> [Exercise directions] Comb the records below for the string "name" and copy each line where it turns up.

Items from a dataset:
######
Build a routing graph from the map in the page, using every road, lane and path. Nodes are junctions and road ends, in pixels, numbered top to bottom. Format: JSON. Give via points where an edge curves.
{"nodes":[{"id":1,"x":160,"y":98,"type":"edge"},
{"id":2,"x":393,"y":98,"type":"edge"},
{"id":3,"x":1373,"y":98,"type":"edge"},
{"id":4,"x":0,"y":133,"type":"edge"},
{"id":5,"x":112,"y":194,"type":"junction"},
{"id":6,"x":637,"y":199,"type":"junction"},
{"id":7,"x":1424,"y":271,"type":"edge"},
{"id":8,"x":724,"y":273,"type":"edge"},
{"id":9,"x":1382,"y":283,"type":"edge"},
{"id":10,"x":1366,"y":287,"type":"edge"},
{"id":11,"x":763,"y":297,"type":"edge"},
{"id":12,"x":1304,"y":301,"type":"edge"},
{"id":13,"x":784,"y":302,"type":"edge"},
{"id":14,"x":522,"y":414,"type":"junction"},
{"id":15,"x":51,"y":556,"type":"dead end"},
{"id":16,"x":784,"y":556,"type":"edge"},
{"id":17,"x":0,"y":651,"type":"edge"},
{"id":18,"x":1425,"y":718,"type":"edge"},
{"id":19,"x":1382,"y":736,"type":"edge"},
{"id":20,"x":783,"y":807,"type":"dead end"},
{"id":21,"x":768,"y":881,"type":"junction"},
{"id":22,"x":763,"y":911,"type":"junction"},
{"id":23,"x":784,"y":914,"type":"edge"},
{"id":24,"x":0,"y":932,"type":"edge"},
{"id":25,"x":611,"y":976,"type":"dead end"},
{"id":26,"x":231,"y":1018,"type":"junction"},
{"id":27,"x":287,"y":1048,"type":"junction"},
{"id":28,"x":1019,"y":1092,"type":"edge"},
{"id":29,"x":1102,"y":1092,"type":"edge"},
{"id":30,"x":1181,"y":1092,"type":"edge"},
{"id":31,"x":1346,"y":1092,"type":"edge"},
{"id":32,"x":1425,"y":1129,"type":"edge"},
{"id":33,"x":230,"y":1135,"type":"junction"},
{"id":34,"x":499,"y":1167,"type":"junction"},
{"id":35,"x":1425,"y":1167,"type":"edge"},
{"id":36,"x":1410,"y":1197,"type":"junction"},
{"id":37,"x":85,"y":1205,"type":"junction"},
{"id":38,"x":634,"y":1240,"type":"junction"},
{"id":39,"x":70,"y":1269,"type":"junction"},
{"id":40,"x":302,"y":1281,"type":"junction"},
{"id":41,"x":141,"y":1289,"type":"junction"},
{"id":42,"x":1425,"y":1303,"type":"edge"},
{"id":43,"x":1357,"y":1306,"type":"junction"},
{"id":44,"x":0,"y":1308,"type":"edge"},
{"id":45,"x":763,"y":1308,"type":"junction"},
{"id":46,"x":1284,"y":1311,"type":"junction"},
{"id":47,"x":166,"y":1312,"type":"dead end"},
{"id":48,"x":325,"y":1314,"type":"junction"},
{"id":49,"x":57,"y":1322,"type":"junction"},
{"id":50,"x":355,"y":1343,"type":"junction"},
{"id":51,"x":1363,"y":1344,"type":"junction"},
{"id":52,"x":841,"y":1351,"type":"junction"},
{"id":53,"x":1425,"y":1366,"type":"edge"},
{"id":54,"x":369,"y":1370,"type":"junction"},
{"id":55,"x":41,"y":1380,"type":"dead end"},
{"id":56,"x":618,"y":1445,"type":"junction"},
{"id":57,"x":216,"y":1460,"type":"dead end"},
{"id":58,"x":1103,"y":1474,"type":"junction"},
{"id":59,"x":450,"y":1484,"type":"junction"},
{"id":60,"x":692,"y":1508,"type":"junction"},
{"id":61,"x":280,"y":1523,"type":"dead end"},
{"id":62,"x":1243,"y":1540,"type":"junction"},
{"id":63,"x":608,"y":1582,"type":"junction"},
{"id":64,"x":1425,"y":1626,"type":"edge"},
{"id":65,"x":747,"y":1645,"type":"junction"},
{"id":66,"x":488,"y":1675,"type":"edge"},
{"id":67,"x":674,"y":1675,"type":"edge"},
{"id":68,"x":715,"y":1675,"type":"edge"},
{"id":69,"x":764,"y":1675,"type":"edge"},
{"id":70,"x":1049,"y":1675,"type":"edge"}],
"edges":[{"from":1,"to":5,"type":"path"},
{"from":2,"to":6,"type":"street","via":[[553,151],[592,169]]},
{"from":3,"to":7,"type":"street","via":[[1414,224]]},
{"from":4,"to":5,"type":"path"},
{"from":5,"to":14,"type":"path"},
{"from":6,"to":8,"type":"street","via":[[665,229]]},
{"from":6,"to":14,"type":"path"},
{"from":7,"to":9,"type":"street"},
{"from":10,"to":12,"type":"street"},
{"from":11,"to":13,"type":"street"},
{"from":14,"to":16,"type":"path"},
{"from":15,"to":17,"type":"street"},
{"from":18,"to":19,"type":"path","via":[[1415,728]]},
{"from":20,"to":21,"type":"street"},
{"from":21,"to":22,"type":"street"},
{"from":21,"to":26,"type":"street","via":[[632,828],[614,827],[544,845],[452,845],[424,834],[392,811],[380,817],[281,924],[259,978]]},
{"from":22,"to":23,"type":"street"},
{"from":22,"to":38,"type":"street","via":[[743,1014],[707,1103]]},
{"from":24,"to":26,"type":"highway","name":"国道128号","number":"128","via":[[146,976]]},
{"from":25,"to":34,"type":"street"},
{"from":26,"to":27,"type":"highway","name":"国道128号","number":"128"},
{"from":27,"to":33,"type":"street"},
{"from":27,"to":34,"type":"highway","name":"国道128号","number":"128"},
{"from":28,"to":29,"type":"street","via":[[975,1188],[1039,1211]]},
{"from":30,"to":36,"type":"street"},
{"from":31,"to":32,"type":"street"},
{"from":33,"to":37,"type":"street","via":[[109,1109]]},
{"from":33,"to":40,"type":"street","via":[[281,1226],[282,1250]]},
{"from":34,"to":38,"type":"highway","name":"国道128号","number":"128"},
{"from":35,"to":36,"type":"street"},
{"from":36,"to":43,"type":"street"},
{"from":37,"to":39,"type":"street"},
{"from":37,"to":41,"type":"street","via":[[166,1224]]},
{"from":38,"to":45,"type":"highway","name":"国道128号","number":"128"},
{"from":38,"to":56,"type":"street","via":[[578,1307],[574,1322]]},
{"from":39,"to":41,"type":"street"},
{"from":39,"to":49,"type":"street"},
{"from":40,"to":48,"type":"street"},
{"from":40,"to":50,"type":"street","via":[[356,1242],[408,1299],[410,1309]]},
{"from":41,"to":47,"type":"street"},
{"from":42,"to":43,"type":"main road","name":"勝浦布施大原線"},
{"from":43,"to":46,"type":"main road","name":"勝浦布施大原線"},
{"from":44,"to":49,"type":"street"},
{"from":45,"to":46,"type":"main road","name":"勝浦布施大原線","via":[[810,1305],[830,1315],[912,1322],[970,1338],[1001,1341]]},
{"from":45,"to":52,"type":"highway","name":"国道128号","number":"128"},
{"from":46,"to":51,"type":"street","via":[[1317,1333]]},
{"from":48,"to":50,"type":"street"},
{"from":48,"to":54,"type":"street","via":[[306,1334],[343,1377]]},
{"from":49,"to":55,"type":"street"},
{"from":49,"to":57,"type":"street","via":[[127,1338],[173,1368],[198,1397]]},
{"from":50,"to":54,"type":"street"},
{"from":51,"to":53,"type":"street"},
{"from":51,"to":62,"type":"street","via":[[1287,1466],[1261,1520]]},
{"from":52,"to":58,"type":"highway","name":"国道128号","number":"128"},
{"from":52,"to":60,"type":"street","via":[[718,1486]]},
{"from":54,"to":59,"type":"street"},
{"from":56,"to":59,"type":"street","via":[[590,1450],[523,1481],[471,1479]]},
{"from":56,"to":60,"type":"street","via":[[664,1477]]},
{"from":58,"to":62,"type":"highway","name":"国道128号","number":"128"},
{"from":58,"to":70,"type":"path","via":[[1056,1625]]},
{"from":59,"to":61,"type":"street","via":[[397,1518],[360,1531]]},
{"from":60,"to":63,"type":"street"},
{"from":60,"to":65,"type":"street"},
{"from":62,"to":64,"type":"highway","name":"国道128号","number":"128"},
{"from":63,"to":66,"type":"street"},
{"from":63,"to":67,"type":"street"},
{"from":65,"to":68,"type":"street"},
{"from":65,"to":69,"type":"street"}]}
######
> [Solution to the problem]
{"from":24,"to":26,"type":"highway","name":"国道128号","number":"128","via":[[146,976]]},
{"from":26,"to":27,"type":"highway","name":"国道128号","number":"128"},
{"from":27,"to":34,"type":"highway","name":"国道128号","number":"128"},
{"from":34,"to":38,"type":"highway","name":"国道128号","number":"128"},
{"from":38,"to":45,"type":"highway","name":"国道128号","number":"128"},
{"from":42,"to":43,"type":"main road","name":"勝浦布施大原線"},
{"from":43,"to":46,"type":"main road","name":"勝浦布施大原線"},
{"from":45,"to":46,"type":"main road","name":"勝浦布施大原線","via":[[810,1305],[830,1315],[912,1322],[970,1338],[1001,1341]]},
{"from":45,"to":52,"type":"highway","name":"国道128号","number":"128"},
{"from":52,"to":58,"type":"highway","name":"国道128号","number":"128"},
{"from":58,"to":62,"type":"highway","name":"国道128号","number":"128"},
{"from":62,"to":64,"type":"highway","name":"国道128号","number":"128"},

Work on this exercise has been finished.